Yes I mean those generated by perl itself. I would help my son, whom
I'm trying to teach perl, understand what's wrong.
 
I

Ilya Zakharevich

That is for module authors to use to internationalise their modules. It
doesn't help with the messages perl generates itself.

Thinking about it more:

A) I find the argument that Perl is a "lingua franca of science and
technology" very misplaced. *A Perl application* may be designed
for use by children and/or music lovers.

B) We need something which works as English during parsing, but is
printed out in Bengali. This looks like overloading.

Unfortunately, when I designed overloading, I did not think *at
all* about overloading objects with string semantic. There was
no provision to treat REx matching specially during overloading,
treat print() specially, treat substr() specially, treat index()
specially etc... AFAIK, the current overloading behaves the same
way.

Is there code which analyses $@ any other way than doing =~? If
not, then making overloaded-stringify inspect whether it is
called during REx-matching might me possible (at least with some
modification of perl C code to make the latter condition easier
recognizable...).

Basically, what I think of is making $@ into a 2-headed beast, with 2
different STRING values. What do people think?

Ilya
 
I

Ilya Zakharevich

Um, yes? Who are you arguing with? :)

Whoever wrote this (earlier in the thread).
There is now. I submitted a patch to add 'qr' overloading to 5.12, which
is called when an overloaded object is used on the RHS of =~ or is
interpolated into a regex. Since 5.12 has true REGEX SVs, it seemed
silly not to have a corresponding 'type-cast' overload.

Good. But what I was "hinting at" was the LHS of "=~" ...; which is a
string. And "a string" != "a REx" (after appropriate overloading of != ;-)
There was some discussion of this issue on p5p a while ago, though that
was before qr-overload was different from string-overload. IIRC the
general feeling was that trying to get people to move away from
string-matching $@ by defining a set of numeric error codes for the core
perl errors was probably the best way forward.

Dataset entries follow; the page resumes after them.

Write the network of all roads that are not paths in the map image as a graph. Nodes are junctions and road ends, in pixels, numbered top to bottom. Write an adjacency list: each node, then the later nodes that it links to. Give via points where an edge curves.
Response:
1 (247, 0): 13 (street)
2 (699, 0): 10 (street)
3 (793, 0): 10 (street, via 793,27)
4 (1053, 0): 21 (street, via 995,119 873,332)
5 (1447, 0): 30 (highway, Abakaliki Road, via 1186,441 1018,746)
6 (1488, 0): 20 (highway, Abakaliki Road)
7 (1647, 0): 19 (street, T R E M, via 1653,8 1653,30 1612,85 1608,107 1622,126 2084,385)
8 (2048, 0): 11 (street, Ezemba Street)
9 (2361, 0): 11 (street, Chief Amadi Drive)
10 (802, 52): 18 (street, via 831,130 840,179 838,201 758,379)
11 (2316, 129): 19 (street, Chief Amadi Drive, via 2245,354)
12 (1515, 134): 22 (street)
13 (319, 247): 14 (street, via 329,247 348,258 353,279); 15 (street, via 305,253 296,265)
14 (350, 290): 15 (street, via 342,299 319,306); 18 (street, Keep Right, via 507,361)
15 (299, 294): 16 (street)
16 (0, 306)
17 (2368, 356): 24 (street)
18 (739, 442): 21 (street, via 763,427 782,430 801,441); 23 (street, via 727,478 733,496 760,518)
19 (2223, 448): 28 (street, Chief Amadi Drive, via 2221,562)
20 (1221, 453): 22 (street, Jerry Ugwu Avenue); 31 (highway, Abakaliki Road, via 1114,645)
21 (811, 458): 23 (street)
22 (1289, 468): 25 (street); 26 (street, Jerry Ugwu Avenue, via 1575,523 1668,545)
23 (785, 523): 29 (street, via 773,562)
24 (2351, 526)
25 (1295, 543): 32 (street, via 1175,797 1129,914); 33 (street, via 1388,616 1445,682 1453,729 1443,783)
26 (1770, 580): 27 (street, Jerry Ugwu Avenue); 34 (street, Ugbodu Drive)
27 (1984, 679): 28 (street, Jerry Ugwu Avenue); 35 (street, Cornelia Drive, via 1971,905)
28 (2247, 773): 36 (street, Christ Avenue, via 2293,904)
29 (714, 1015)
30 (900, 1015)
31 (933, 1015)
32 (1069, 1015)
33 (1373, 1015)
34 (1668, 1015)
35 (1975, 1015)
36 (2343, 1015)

I would hate numeric errors.

(When my system boots, there is a chance
of getting an error message which essentially says:

!!! SYS2025
!!! SYS2027

Very enjoyable. (Explanation: the system knows many different ways to
expand these to much more human-readable form. But
the system did not even start booting yet, so has no
idea in which language to bash you...))

I would very much prefer "short descriptive english strings" approach.
ERROR_DISK_READ, ERROR_DISK_NONBOOT would have similar (un)convenience
for paper manual lookup, and would have some chance for the meaning to
be guessed without the manual. [*]

Anyway, this is a pipe dream. The code DOES do $@ =~ /foo/.

Ilya

[*] P.S. On the other hand, one of my friends worked as
"non-customer support" in a certain establishment of
more or less technical nature. Non-customers were kinda
engineers. So a call about the error above might sound like:

The 1st and 3rd symbols look like snakes; the second forks;
then comes number 2025. What to do?

(I did not believe this at first, but this did not sound
like a joke.) In such situation, reducing number of
distinct non-digits to two DOES help...
 
I

Ilya Zakharevich

[*] P.S. On the other hand, one of my friends worked as
"non-customer support" in a certain establishment of
more or less technical nature. Non-customers were kinda
engineers. So a call about the error above might sound like:

The 1st and 3rd symbols look like snakes; the second forks;
then comes number 2025. What to do?

(I did not believe this at first, but this did not sound
like a joke.) In such situation, reducing number of
distinct non-digits to two DOES help...

It sounds entirely believable to me, assuming the caller spoke a
language that doesn't use the Latin alphabet but does use Arabic
numerals.

Of course. What made is hard to believe is that the country in
question is (at least up to some extend) a part of "extended Europe"
nowadays (IIRC, it takes part in some European sport competitions etc).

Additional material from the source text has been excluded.